Saved entries:
◆ ◆ ◆ ◆
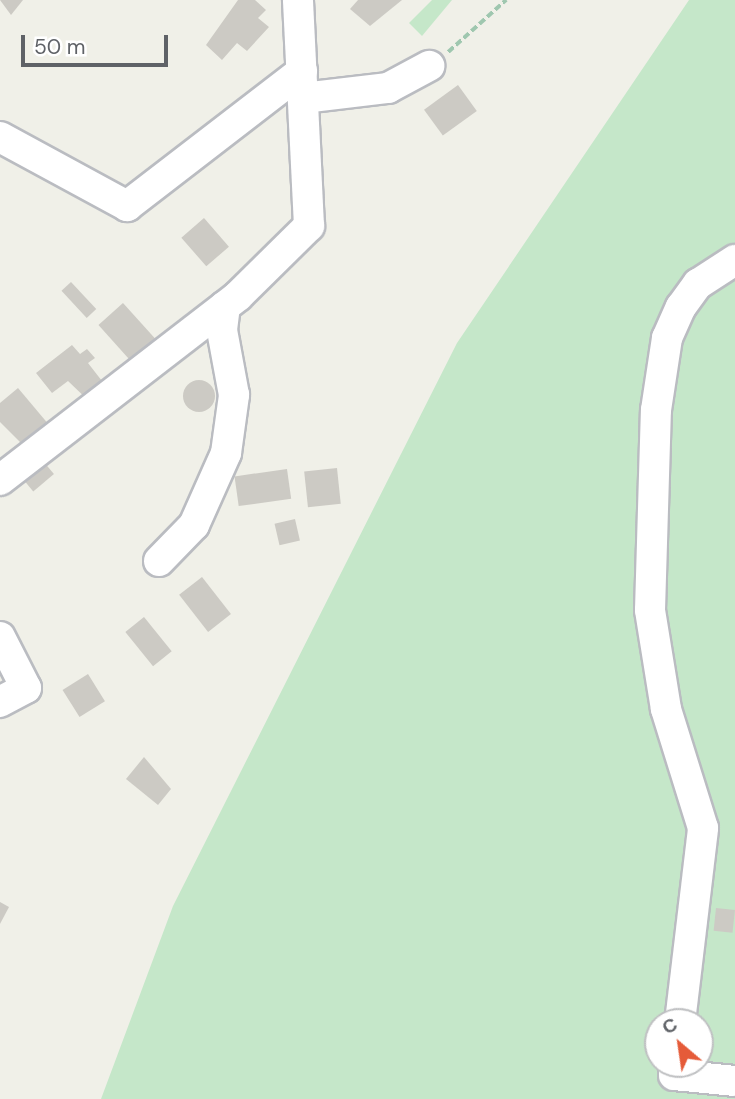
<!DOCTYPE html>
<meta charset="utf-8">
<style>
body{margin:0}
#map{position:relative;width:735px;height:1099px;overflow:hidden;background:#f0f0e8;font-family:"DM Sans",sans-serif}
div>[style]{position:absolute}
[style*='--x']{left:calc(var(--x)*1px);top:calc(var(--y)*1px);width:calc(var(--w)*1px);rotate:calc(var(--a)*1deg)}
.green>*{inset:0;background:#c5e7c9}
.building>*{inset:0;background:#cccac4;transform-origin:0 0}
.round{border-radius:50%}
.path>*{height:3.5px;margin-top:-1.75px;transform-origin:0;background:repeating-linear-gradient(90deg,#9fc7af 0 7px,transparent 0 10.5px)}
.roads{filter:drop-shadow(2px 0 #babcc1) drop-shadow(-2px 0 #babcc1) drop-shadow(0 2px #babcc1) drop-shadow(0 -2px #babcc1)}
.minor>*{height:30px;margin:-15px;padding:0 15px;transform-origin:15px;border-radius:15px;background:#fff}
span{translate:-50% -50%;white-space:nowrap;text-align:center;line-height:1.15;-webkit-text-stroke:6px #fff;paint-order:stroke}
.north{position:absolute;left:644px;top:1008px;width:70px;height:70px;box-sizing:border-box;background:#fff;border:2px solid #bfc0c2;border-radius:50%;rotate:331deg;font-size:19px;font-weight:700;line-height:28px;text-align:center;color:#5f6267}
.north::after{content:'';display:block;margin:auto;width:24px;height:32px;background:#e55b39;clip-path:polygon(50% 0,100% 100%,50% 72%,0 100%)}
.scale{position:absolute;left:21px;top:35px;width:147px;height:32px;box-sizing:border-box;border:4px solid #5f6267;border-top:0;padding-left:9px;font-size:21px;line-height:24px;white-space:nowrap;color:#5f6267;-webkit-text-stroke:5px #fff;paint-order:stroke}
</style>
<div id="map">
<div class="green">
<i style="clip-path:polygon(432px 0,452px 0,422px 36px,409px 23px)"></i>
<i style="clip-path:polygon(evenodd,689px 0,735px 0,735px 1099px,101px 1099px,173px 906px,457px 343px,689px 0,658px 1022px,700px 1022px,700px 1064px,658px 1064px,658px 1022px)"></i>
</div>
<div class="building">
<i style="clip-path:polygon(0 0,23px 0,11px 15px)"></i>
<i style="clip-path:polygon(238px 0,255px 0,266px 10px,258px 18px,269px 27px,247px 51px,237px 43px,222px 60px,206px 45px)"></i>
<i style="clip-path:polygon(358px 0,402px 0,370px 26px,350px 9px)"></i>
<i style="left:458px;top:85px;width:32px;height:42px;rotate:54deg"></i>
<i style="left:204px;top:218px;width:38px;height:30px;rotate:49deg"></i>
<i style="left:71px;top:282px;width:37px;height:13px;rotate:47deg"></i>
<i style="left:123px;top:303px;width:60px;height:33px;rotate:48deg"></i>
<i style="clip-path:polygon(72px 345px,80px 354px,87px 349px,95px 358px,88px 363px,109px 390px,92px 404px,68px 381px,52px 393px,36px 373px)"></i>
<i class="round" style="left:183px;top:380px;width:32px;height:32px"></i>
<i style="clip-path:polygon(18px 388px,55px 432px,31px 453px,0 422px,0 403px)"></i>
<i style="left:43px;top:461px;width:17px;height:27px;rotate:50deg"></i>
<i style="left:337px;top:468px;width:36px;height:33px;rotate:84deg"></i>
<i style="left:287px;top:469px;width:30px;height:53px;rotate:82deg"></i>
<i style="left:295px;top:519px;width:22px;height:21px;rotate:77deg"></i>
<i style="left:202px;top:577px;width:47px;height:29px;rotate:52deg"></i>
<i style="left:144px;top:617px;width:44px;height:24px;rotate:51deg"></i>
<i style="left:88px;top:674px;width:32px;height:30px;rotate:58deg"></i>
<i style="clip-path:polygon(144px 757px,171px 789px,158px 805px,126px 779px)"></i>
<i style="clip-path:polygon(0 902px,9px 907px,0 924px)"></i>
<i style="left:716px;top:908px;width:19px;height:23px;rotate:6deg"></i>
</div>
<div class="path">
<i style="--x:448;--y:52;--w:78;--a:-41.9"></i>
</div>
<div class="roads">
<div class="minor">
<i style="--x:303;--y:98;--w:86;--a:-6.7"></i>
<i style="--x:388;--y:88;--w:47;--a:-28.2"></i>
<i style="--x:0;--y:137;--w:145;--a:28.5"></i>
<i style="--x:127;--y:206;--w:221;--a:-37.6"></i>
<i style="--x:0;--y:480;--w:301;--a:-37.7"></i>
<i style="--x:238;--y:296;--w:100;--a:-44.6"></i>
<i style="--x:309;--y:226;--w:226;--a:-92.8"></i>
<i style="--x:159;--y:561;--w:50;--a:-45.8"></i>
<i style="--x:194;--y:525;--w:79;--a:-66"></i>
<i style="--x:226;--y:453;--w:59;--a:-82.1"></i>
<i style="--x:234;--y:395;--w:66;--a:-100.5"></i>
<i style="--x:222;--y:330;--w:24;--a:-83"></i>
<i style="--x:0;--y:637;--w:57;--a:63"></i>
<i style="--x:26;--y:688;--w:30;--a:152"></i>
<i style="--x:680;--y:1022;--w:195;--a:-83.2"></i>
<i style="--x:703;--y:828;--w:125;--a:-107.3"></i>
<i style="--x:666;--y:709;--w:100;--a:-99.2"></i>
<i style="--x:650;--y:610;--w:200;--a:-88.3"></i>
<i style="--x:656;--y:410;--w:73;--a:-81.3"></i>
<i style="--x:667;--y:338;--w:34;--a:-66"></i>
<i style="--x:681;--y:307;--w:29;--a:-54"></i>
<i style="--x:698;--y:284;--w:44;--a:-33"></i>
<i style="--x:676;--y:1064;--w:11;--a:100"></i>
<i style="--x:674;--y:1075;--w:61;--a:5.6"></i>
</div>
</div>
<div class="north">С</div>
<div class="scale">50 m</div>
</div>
◆ ◆ ◆ ◆
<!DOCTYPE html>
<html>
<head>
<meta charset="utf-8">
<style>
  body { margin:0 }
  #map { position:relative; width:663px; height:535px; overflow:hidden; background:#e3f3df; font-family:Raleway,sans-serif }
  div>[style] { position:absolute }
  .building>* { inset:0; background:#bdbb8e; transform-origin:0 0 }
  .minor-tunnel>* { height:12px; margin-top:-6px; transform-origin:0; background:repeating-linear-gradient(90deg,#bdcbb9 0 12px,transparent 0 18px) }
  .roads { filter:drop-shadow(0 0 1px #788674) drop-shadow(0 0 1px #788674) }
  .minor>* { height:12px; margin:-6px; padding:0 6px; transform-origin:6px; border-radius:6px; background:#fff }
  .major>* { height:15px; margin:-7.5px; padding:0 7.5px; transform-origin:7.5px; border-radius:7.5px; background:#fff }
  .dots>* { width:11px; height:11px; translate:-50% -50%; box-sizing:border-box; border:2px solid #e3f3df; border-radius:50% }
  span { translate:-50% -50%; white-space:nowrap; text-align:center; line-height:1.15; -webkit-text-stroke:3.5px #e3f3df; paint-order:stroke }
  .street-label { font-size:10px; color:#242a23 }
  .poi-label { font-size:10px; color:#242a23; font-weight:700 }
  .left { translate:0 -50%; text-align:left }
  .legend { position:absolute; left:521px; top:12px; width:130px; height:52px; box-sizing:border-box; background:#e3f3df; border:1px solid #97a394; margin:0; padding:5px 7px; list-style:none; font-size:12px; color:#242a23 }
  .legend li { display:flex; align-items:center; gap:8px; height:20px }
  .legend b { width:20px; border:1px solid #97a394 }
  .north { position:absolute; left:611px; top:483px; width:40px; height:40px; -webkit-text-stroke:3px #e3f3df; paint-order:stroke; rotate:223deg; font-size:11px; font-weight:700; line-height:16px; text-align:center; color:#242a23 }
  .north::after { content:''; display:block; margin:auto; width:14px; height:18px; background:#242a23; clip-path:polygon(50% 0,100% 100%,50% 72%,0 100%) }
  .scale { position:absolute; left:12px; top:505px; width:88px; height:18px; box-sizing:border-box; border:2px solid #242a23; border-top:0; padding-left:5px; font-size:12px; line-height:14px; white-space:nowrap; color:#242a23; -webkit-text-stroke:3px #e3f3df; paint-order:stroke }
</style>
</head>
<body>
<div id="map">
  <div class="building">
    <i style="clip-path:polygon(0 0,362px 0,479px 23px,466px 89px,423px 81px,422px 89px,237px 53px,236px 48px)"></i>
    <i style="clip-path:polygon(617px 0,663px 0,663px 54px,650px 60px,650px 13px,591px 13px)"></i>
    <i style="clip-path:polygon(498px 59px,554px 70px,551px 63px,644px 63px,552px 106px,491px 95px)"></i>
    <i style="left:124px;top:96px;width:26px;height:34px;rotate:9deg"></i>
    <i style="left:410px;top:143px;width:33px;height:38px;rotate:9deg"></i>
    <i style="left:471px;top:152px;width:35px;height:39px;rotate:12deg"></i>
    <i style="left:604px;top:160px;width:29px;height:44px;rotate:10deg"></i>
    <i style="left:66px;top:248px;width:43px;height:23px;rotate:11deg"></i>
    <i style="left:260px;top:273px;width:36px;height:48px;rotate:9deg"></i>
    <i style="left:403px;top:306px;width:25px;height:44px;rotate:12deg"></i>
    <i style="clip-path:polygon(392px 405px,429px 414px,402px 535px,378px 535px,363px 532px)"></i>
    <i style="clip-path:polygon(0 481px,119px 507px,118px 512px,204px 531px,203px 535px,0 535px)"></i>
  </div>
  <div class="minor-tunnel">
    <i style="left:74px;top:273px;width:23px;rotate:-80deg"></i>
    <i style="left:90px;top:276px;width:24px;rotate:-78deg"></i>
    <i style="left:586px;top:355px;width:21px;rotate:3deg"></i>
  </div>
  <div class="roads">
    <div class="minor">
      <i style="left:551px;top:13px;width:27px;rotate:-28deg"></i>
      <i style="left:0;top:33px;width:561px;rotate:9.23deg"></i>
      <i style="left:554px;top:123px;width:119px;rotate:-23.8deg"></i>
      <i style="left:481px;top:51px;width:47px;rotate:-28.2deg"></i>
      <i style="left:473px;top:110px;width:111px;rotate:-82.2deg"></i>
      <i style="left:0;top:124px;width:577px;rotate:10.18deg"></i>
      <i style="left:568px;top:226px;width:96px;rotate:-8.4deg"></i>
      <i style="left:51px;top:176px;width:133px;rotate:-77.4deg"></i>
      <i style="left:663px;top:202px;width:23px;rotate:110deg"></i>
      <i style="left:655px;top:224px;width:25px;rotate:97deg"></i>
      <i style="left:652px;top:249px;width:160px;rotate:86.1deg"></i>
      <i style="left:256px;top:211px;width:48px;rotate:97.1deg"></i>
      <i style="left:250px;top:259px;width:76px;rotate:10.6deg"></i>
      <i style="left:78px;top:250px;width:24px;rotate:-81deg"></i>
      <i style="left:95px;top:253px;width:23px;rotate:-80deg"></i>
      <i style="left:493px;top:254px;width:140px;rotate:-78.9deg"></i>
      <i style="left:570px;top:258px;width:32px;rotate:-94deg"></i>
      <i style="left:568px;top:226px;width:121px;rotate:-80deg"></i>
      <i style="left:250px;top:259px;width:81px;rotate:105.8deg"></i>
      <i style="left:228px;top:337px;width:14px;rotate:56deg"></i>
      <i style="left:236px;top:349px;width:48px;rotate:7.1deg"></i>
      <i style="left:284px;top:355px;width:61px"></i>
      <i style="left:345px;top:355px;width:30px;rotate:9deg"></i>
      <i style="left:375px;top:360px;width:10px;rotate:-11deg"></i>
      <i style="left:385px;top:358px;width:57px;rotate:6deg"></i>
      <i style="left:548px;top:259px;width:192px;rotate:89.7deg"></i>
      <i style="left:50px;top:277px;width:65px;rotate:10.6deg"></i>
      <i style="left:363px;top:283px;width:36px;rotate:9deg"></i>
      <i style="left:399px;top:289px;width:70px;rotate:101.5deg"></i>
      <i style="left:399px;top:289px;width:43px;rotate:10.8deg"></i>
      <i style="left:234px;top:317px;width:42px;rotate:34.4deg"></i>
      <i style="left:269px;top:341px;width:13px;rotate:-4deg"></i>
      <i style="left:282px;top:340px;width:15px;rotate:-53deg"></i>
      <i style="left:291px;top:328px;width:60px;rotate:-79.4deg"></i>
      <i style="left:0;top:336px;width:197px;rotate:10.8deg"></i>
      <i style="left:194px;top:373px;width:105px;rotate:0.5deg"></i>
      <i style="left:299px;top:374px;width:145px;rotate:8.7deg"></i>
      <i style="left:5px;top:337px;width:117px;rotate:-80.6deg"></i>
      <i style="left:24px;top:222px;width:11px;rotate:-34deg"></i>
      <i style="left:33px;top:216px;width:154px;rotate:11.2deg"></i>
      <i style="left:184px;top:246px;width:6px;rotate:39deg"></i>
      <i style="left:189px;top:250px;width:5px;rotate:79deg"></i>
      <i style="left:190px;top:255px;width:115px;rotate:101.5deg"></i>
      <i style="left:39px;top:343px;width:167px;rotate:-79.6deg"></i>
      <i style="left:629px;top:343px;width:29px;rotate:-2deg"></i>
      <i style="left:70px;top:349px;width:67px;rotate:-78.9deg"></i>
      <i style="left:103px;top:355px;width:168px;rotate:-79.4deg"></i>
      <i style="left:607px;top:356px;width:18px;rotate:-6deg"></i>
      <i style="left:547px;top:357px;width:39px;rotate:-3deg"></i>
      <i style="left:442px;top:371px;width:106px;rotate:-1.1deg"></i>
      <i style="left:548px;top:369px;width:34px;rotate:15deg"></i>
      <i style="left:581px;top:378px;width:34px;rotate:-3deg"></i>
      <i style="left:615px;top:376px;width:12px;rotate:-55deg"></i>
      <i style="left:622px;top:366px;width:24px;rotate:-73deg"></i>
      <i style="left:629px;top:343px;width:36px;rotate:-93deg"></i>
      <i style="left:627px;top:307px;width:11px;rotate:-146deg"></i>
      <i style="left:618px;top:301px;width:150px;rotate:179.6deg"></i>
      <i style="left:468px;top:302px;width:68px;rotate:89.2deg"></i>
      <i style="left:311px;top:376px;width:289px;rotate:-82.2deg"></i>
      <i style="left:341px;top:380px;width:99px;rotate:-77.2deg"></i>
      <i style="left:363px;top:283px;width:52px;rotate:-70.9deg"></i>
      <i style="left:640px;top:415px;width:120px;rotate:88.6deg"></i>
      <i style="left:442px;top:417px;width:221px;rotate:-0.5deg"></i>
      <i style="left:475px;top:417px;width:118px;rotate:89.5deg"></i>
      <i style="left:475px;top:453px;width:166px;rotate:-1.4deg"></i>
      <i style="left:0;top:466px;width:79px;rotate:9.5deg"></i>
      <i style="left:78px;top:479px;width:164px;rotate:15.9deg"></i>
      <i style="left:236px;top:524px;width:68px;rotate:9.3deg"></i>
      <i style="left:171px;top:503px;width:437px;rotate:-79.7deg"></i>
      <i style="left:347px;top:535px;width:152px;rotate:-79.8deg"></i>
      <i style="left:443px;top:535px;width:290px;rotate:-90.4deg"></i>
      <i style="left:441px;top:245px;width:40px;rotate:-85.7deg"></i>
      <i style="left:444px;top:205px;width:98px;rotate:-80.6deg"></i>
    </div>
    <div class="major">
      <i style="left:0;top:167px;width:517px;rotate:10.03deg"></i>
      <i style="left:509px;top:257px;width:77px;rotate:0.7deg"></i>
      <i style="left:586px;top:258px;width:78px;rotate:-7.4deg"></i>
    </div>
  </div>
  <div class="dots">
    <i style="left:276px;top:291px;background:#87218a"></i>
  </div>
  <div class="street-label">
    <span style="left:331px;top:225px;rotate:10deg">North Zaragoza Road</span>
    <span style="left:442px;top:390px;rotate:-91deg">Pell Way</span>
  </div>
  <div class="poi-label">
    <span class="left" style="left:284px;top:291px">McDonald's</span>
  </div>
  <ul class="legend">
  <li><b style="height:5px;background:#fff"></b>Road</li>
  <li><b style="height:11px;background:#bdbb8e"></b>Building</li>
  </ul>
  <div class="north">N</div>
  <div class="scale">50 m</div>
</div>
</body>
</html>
◆ ◆ ◆ ◆
## DIRECTIONS:
Line count for "html": count the lines in the records above that contain this word, and write only the number.

## SOLUTION:
4